Celui-ci vérifia le saignement en soulevant avec précaution le vêtement, tandis que Crowley passait le fil dans le chas d’une aiguille d’une main experte, éclairé par une lampe à huile que Muriel tenait près de ses mains.


— C’est mieux ! déclara-t-il, tout en déchirant et en écartant la chemise du second pour libérer la blessure afin de la soigner. 


Izzy grogna légèrement sous la secousse et agrippa le poignet d'Aziraphale : 


— Donne-moi à boire, blondie ! Et pas le pisse-mémère que tu bois avec Bonnet, ni du tord-boyaux, je veux le rhum d’Edward… réclama-t-il en montrant le secrétaire renversé, près du clavecin. 


L’Anglais se redressa et alla ouvrir le meuble, dans lequel il trouva un petit stock de rhum en plus ou moins bon état. Certaines bouteilles s'étaient brisées pendant l'ouragan, mais il en trouva une intacte, qu’il attrapa par le goulot. Il cherchait vainement un verre lorsque le second s’impatienta : 


— Elle vient cette putain de bouteille ? 

— Je ne trouve pas de verre…

— Tu m’as pris pour une pucelle ou quoi ? Donne-moi cette bouteille ou je t'étripe !  


Aziraphale revint rapidement vers lui et lui tendit la bouteille. L'homme arracha le bouchon avec ses dents, le recracha par-dessus le dossier du canapé et bu une généreuse rasade, directement au goulot, avant de regarder vers la bibliothèque. Tous les livres étaient renversés au sol. 


— Je lui avais bien dit à ce crétin que c’était complètement con de mettre une bibliothèque sur un putain de bateau… pesta le second, d’une voix toutefois de plus en plus faible, l’adrénaline s’évaporant dans son organisme, remplacée par l’alcool. 


Crowley se mit en position, prêt à commencer ses soins.


— Ne faudrait-il pas, euh… Nettoyer la plaie ? osa Aziraphale, en croisant les bras contre sa poitrine nue.


Crowley finit d’organiser son matériel, évitant son regard.


— Je n’ai pas ce qu’il faut pour préparer le… Hum… Le mélange que j’utilise d’habitude… C’est à base d’algues… expliqua le pirate qui paraissait soudain gêné, pour une raison inconnue.


Le second tendit alors son bras pour renverser le rhum directement sur la plaie. Aziraphale cria en même temps qu’Izzy, avant que celui-ci ne s’évanouisse, vaincu par l’épuisement et la douleur. 


— Au moins, il bougera pas… déclara Crowley, en haussant les épaules. 

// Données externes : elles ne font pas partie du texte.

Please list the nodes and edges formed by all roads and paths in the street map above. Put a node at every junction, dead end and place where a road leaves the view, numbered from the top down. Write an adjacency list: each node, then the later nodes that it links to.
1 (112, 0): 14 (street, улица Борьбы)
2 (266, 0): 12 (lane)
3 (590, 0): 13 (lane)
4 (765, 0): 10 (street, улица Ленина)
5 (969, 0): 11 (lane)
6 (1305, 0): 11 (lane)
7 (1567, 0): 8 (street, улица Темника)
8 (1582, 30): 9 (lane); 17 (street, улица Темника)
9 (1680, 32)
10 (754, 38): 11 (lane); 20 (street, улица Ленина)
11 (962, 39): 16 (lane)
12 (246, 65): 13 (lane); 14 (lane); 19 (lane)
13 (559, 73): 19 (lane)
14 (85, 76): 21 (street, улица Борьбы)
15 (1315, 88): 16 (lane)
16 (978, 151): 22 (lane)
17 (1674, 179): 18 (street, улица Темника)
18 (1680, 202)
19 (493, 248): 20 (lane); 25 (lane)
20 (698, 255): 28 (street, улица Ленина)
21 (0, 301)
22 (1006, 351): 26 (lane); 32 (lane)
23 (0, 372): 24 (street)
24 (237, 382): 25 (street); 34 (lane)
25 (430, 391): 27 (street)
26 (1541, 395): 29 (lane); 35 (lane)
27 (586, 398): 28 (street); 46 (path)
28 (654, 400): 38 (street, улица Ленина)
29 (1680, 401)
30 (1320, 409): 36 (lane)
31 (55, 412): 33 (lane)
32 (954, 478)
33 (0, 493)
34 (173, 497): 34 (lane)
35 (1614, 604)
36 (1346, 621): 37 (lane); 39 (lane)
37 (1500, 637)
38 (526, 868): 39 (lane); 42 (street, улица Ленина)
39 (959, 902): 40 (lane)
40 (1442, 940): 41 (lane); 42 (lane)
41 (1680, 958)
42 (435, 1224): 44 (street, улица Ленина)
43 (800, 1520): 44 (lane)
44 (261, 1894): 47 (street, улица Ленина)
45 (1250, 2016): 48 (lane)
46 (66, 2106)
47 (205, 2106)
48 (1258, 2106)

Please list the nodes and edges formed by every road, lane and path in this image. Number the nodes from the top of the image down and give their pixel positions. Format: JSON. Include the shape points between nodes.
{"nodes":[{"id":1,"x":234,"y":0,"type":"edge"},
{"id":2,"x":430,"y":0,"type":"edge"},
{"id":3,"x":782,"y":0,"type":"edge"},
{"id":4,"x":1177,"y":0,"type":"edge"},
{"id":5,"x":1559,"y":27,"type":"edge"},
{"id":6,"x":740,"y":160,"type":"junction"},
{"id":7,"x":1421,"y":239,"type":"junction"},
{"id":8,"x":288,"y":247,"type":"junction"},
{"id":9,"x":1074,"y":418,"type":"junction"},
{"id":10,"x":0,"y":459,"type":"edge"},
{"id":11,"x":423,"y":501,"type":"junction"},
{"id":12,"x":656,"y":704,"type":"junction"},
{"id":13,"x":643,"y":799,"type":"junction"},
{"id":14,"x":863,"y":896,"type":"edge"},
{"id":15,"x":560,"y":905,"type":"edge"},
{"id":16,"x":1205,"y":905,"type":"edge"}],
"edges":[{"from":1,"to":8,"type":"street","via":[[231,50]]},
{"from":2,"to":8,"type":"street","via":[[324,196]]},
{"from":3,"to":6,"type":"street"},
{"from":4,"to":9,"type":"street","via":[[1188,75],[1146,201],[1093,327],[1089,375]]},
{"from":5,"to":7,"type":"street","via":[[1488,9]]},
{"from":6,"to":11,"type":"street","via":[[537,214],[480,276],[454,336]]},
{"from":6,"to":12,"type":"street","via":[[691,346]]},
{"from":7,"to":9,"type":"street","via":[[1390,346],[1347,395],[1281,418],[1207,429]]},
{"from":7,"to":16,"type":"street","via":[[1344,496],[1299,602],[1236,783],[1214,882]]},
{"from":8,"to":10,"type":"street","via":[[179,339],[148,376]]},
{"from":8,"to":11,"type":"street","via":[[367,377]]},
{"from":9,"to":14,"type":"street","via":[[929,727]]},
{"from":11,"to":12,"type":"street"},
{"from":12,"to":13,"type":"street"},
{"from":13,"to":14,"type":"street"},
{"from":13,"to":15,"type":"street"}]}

Après avoir récupéré la bouteille, dont il versa quelques gouttes directement sur l'aiguille que lui présenta Crowley, il la posa sur la table basse, que Muriel avait redressé près du divan, et s'assit à son tour dessus. Il se saisit ensuite des linges propres de la boîte pour essuyer la plaie, avant que le pirate ne commence à la recoudre, profitant des moments de stabilité furtifs du bateau, entre chaque vague. Heureusement pour eux, la mer semblait vouloir enfin se calmer… 


— Je… Je ne me sens pas très bien… bégaya soudain Muriel, toujours debout, la lampe à la main, prêt des livres renversés. 

— Et merde, il va tomber dans les pommes ! déclara Crowley, en fermant un premier point.

— Muriel, donne-moi cette lampe et va t’allonger sur le lit, arrête de regarder ! lui ordonna Aziraphale. 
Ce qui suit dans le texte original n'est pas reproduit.